BEGIN Task material

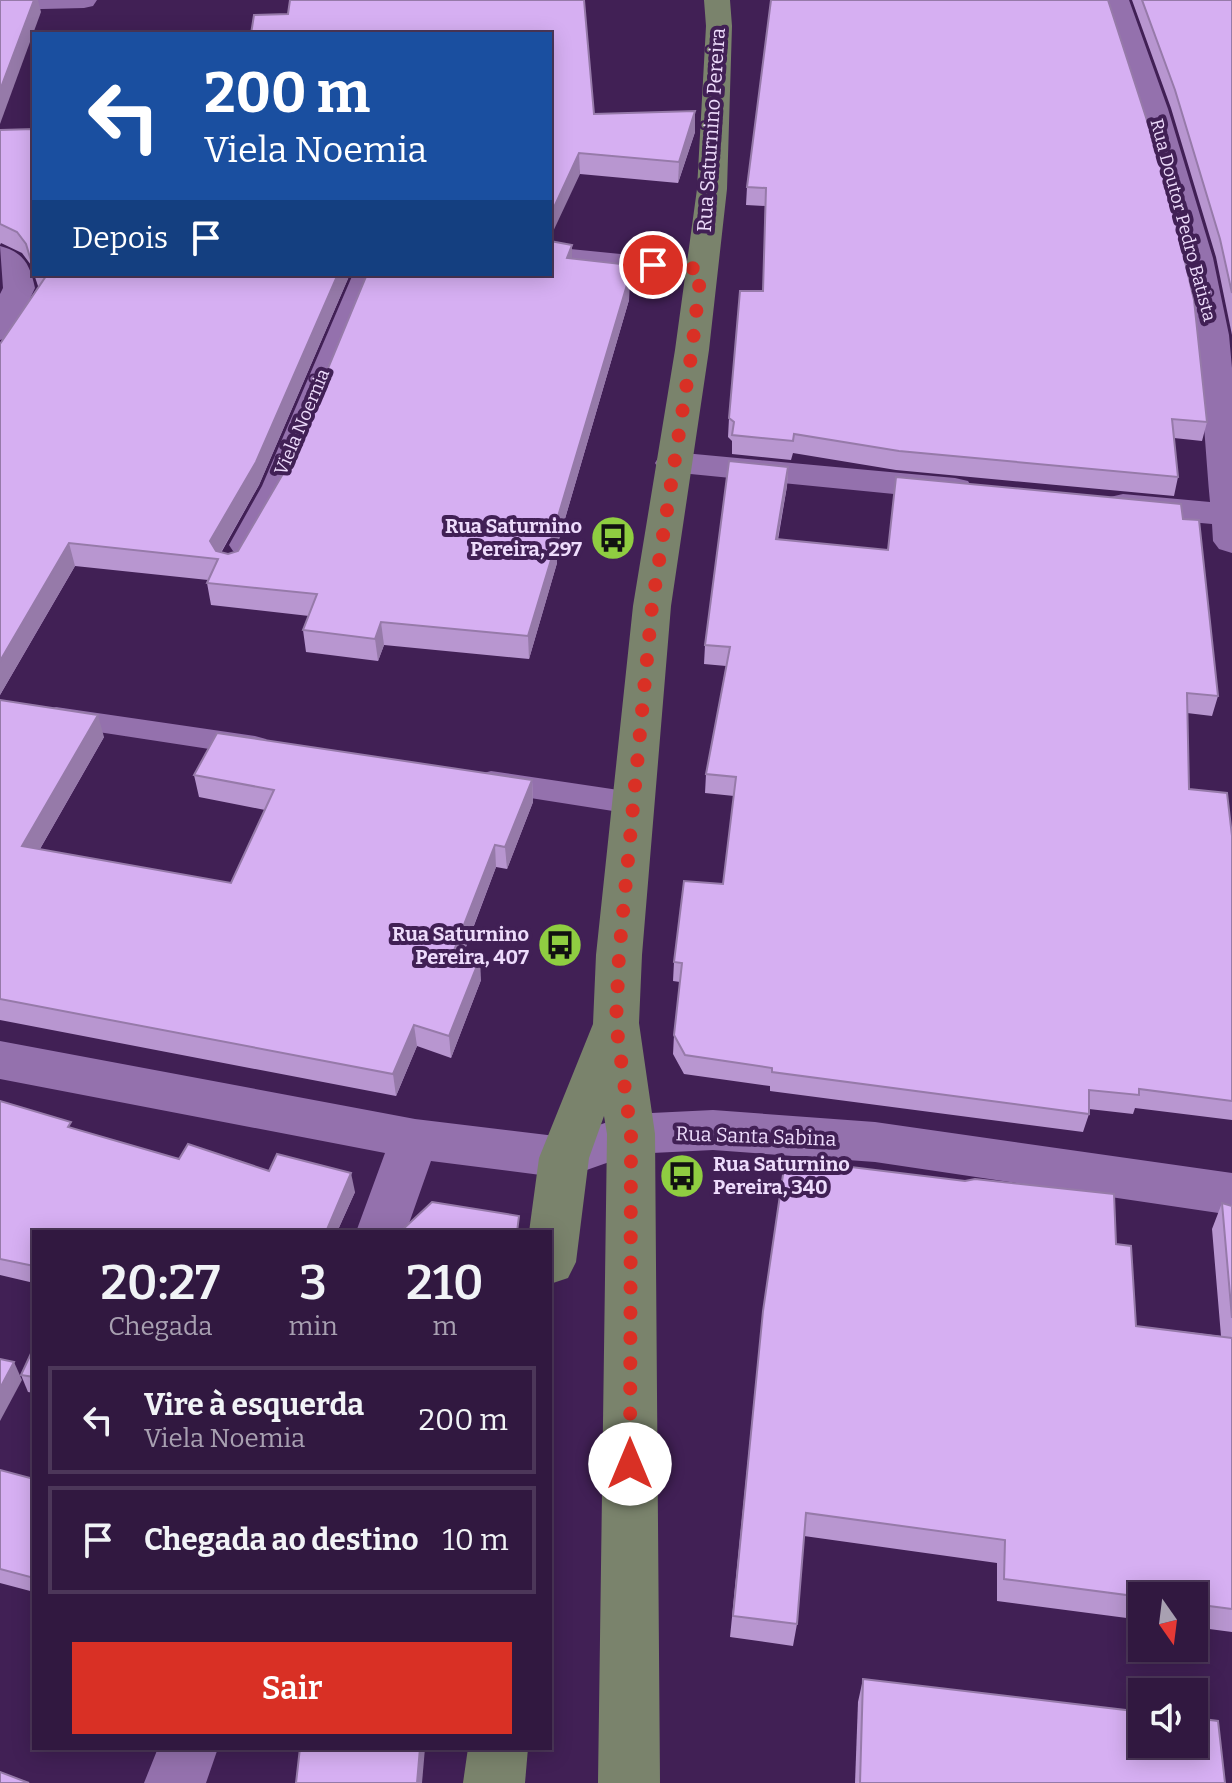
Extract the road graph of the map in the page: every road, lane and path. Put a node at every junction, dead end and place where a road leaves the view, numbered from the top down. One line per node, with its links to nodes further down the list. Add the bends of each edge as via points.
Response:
1 (84, 0): 4 (street)
2 (717, 0): 7 (main road, Rua Saturnino Pereira, via 712,189)
3 (1116, 0): 13 (street, Rua Doutor Pedro Batista, via 1197,258 1212,335)
4 (0, 2)
5 (552, 254): 7 (lane)
6 (0, 255): 9 (street, via 14,265 19,288)
7 (701, 269): 10 (main road, Rua Saturnino Pereira)
8 (364, 276): 14 (lane, Viela Noernia, via 275,486)
9 (0, 330)
10 (673, 463): 11 (street); 18 (main road, Rua Saturnino Pereira)
11 (991, 493)
12 (1086, 501): 13 (street)
13 (1231, 524)
14 (231, 565)
15 (24, 712): 16 (lane)
16 (279, 750)
17 (463, 778): 18 (lane)
18 (632, 803): 19 (main road, Rua Saturnino Pereira)
19 (616, 1023): 21 (main road, Rua Saturnino Pereira); 23 (main road, Rua Saturnino Pereira)
20 (0, 1060): 22 (street, Rua Santa Sabina)
21 (631, 1134): 23 (street, Rua Santa Sabina); 24 (street, Rua Santa Sabina, via 713,1130 875,1142); 31 (main road, Rua Saturnino Pereira)
22 (415, 1139): 23 (street, Rua Santa Sabina); 25 (street)
23 (564, 1158): 26 (main road, Rua Saturnino Pereira)
24 (1232, 1194)
25 (382, 1230)
26 (552, 1247)
27 (187, 1750): 29 (street)
28 (498, 1750): 30 (main road)
29 (175, 1783)
30 (494, 1783)
31 (629, 1783)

END Task material

*The task*
All records above need to be returned exactly. Omit the pictures.

*Result*
Extract the road graph of the map in the page: every road, lane and path. Put a node at every junction, dead end and place where a road leaves the view, numbered from the top down. One line per node, with its links to nodes further down the list. Add the bends of each edge as via points.
Response:
1 (84, 0): 4 (street)
2 (717, 0): 7 (main road, Rua Saturnino Pereira, via 712,189)
3 (1116, 0): 13 (street, Rua Doutor Pedro Batista, via 1197,258 1212,335)
4 (0, 2)
5 (552, 254): 7 (lane)
6 (0, 255): 9 (street, via 14,265 19,288)
7 (701, 269): 10 (main road, Rua Saturnino Pereira)
8 (364, 276): 14 (lane, Viela Noernia, via 275,486)
9 (0, 330)
10 (673, 463): 11 (street); 18 (main road, Rua Saturnino Pereira)
11 (991, 493)
12 (1086, 501): 13 (street)
13 (1231, 524)
14 (231, 565)
15 (24, 712): 16 (lane)
16 (279, 750)
17 (463, 778): 18 (lane)
18 (632, 803): 19 (main road, Rua Saturnino Pereira)
19 (616, 1023): 21 (main road, Rua Saturnino Pereira); 23 (main road, Rua Saturnino Pereira)
20 (0, 1060): 22 (street, Rua Santa Sabina)
21 (631, 1134): 23 (street, Rua Santa Sabina); 24 (street, Rua Santa Sabina, via 713,1130 875,1142); 31 (main road, Rua Saturnino Pereira)
22 (415, 1139): 23 (street, Rua Santa Sabina); 25 (street)
23 (564, 1158): 26 (main road, Rua Saturnino Pereira)
24 (1232, 1194)
25 (382, 1230)
26 (552, 1247)
27 (187, 1750): 29 (street)
28 (498, 1750): 30 (main road)
29 (175, 1783)
30 (494, 1783)
31 (629, 1783)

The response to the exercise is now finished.